LISTED RECORDS:
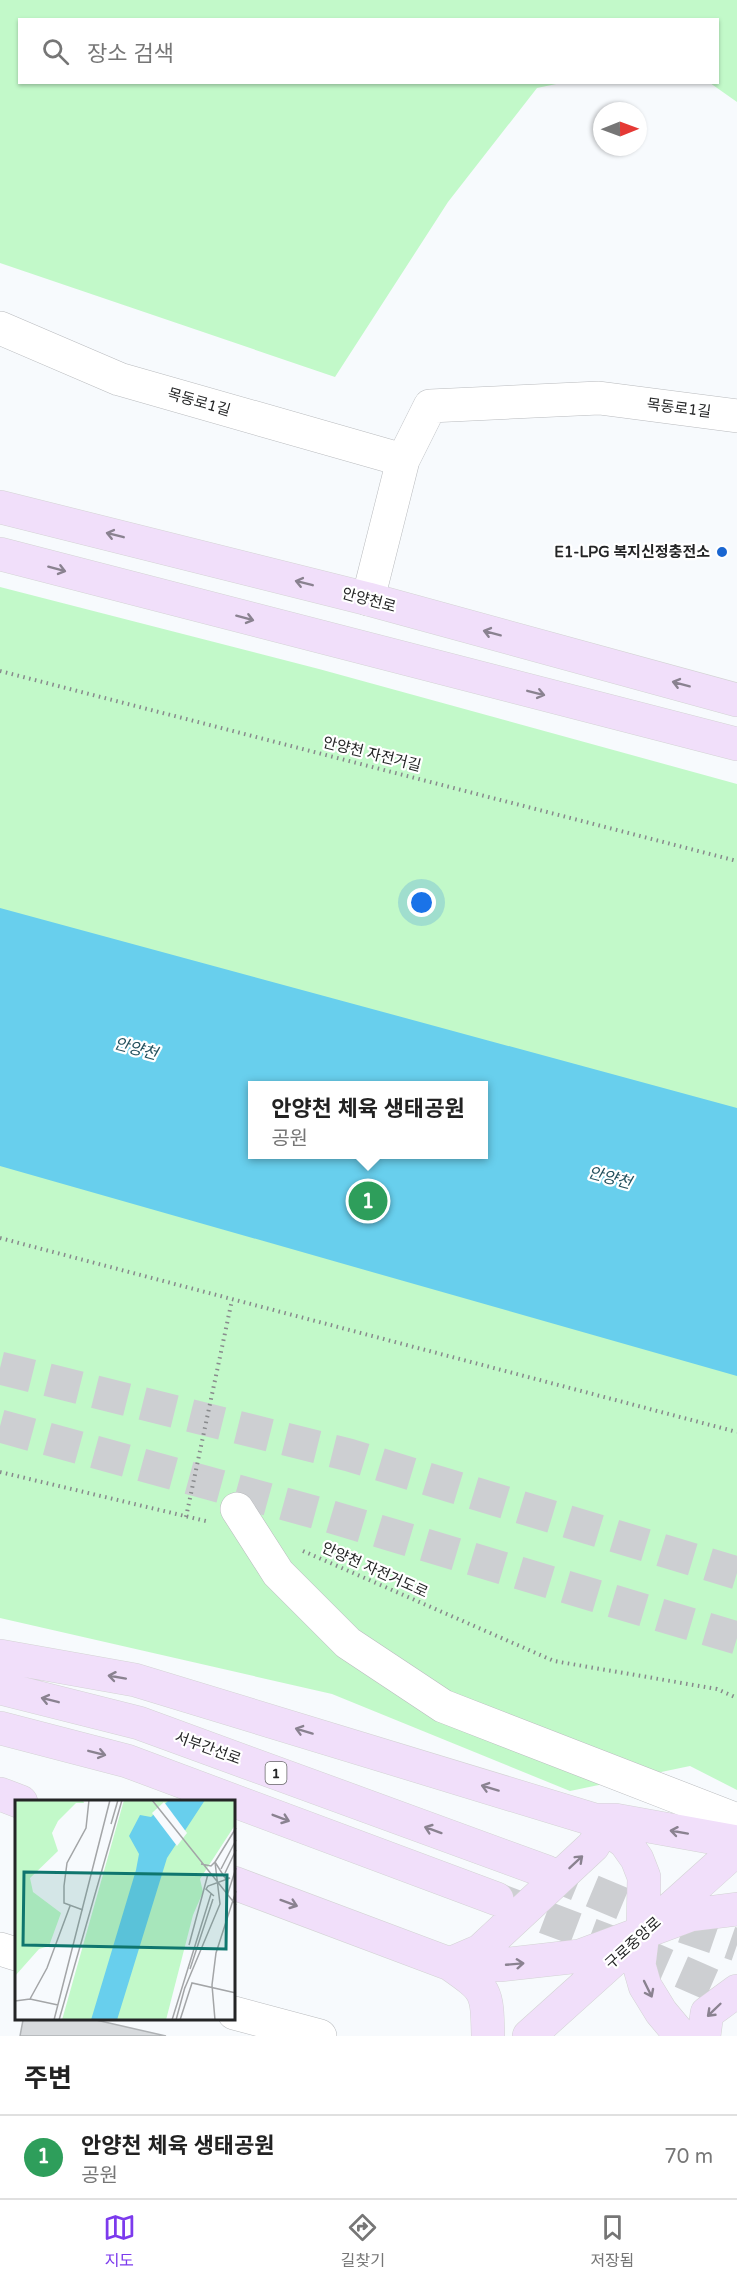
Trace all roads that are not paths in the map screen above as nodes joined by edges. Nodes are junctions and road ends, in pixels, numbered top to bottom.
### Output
1 (0, 328) edge
2 (737, 416) edge
3 (403, 460) junction
4 (0, 507) edge
5 (0, 554) edge
6 (368, 599) junction
7 (737, 700) edge
8 (737, 744) edge
9 (244, 1521) road end
10 (0, 1656) edge
11 (0, 1688) edge
12 (0, 1728) edge
13 (0, 1794) edge
14 (16, 1800) edge
15 (232, 1800) edge
16 (236, 1802) edge
17 (595, 1820) junction
18 (737, 1820) edge
19 (737, 1842) edge
20 (737, 1849) edge
21 (547, 1872) tunnel mouth
22 (236, 1884) edge
23 (497, 1899) tunnel mouth
24 (737, 1909) edge
25 (643, 1933) junction
26 (0, 1950) edge
27 (15, 1954) edge
28 (450, 1964) junction
29 (737, 1990) edge
30 (236, 2014) edge
31 (539, 2034) edge
32 (320, 2036) edge
33 (488, 2036) edge
34 (681, 2036) edge
35 (704, 2036) edge

1 - 3 street, 목동로1길
2 - 3 street, 목동로1길
3 - 6 street, 목동로1길
6 -> 4 main road, 안양천로
5 -> 8 main road
7 -> 6 main road, 안양천로
9 - 18 street
17 -> 10 main road
21 -> 11 main road, 서부간선로 / 1
12 -> 15 main road
13 - 14 main road
16 -> 23 main road
19 -> 17 main road
17 - 25 main road
28 -> 17 main road
20 - 25 main road, 구로중앙로
22 -> 28 main road
24 - 25 main road
28 -> 25 main road
25 - 31 main road, 구로중앙로
25 -> 34 main road
26 - 27 street
28 - 33 main road
29 -> 35 main road
30 - 32 street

WORK TASK: Every line in the data above needs to be given again exactly, pictures aside.

ANSWER FOR THIS EXERCISE:
Trace all roads that are not paths in the map screen above as nodes joined by edges. Nodes are junctions and road ends, in pixels, numbered top to bottom.
### Output
1 (0, 328) edge
2 (737, 416) edge
3 (403, 460) junction
4 (0, 507) edge
5 (0, 554) edge
6 (368, 599) junction
7 (737, 700) edge
8 (737, 744) edge
9 (244, 1521) road end
10 (0, 1656) edge
11 (0, 1688) edge
12 (0, 1728) edge
13 (0, 1794) edge
14 (16, 1800) edge
15 (232, 1800) edge
16 (236, 1802) edge
17 (595, 1820) junction
18 (737, 1820) edge
19 (737, 1842) edge
20 (737, 1849) edge
21 (547, 1872) tunnel mouth
22 (236, 1884) edge
23 (497, 1899) tunnel mouth
24 (737, 1909) edge
25 (643, 1933) junction
26 (0, 1950) edge
27 (15, 1954) edge
28 (450, 1964) junction
29 (737, 1990) edge
30 (236, 2014) edge
31 (539, 2034) edge
32 (320, 2036) edge
33 (488, 2036) edge
34 (681, 2036) edge
35 (704, 2036) edge

1 - 3 street, 목동로1길
2 - 3 street, 목동로1길
3 - 6 street, 목동로1길
6 -> 4 main road, 안양천로
5 -> 8 main road
7 -> 6 main road, 안양천로
9 - 18 street
17 -> 10 main road
21 -> 11 main road, 서부간선로 / 1
12 -> 15 main road
13 - 14 main road
16 -> 23 main road
19 -> 17 main road
17 - 25 main road
28 -> 17 main road
20 - 25 main road, 구로중앙로
22 -> 28 main road
24 - 25 main road
28 -> 25 main road
25 - 31 main road, 구로중앙로
25 -> 34 main road
26 - 27 street
28 - 33 main road
29 -> 35 main road
30 - 32 street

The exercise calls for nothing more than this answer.